Die Kardinäle Pietro Parolin und Matteo Zuppi

Da sich die meisten Wähler des Nachfolgers von Papst Franziskus nach eigenem Bekunden eher schlecht kennen, könnte die Versuchung für den einen oder anderen Kardinal groß sein, diesen Nachteil zu kompensieren, indem er sich im richtigen Moment ins Rampenlicht stellt. 

Kardinal Matteo Zuppi, Erzbischof von Bologna, Vorsitzender der Italienischen Bischofskonferenz (CEI) und Sondergesandter des Papstes für den Frieden in der Ukraine, und Kardinal Pietro Parolin, Staatssekretär des Heiligen Stuhls, der im Vatikan dem Premierminister entspricht, sind diesbezüglich besonders hervorzuheben. 
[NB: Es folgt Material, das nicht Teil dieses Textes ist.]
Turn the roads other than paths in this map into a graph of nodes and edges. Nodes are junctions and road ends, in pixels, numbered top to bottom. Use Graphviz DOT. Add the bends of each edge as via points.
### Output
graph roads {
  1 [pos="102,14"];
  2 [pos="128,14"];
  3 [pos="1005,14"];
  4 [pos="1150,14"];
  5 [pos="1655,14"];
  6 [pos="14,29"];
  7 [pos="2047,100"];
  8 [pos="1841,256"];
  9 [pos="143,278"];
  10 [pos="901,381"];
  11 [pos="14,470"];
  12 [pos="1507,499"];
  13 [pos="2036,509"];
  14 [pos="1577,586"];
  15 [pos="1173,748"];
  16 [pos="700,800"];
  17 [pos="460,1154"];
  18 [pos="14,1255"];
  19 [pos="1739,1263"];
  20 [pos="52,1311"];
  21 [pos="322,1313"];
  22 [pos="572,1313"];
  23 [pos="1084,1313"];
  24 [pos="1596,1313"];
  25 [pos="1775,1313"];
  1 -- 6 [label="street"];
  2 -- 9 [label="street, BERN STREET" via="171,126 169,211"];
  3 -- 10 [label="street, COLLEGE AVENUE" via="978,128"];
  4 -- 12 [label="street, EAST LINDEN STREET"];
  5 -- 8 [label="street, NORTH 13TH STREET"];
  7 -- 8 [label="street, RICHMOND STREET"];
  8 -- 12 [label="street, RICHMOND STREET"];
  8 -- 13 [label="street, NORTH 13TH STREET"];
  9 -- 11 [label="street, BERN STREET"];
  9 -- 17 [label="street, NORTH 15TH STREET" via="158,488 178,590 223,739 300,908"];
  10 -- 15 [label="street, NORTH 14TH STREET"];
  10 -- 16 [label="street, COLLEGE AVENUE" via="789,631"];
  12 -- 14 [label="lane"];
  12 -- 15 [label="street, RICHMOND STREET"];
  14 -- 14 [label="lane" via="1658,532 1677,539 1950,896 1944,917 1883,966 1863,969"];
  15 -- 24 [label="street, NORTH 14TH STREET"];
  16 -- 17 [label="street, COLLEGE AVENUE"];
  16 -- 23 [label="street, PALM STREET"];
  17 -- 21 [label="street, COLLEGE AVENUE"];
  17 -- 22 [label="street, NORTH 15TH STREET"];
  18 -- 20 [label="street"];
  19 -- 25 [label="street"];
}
Vor allem Kardinal Zuppi strebt ins Rampenlicht. Laut Vatican News rief er am 30. April Andriy Yermak, den Kabinettschef des ukrainischen Präsidenten, an, um die Frage der Rückkehr ukrainischer Kinder, die auf russischen Boden verschleppt worden waren, zu erörtern und die Organisation eines Friedensgipfels im Juni in Erwägung zu ziehen. Man muss zugeben, dass die Bemühungen des GUS-Präsidenten bislang wenig Wirkung zeigten. 

Am 6. Mai nahm Erzbischof Zuppi in seiner Bischofsstadt Bologna zusammen mit Gino Ceccehettin, dem Vater eines Mädchens, das von ihrem damaligen Freund ermordet worden war, an einer Fernsehsendung über das Thema „Feminizid“ teil. Der Kardinal nutzte die Gelegenheit, um klarzustellen, dass „die Beleidigung von Frauen immer eine Beleidigung des Lebens ist“, wie die Zeitung il Resto del Carlino berichtete. Ein Beobachter des Vatikans bemerkte daraufhin, dass der Erzbischof geschickt das Themenfeld besetzt habe.  

Kardinal Pietro Parolin betätigte sich in anderen Bereichen. Im Palast des Collegio Romano, dem Sitz des italienischen Kulturministeriums, beschloss der Staatssekretär des Heiligen Stuhls, vor einer Gruppe von Journalisten das neueste Buch von Ignazio Ingrao vorzustellen: „Cinque domande che agitano la Chiesa“ [Fünf Fragen, die die Kirche beschäftigen]. 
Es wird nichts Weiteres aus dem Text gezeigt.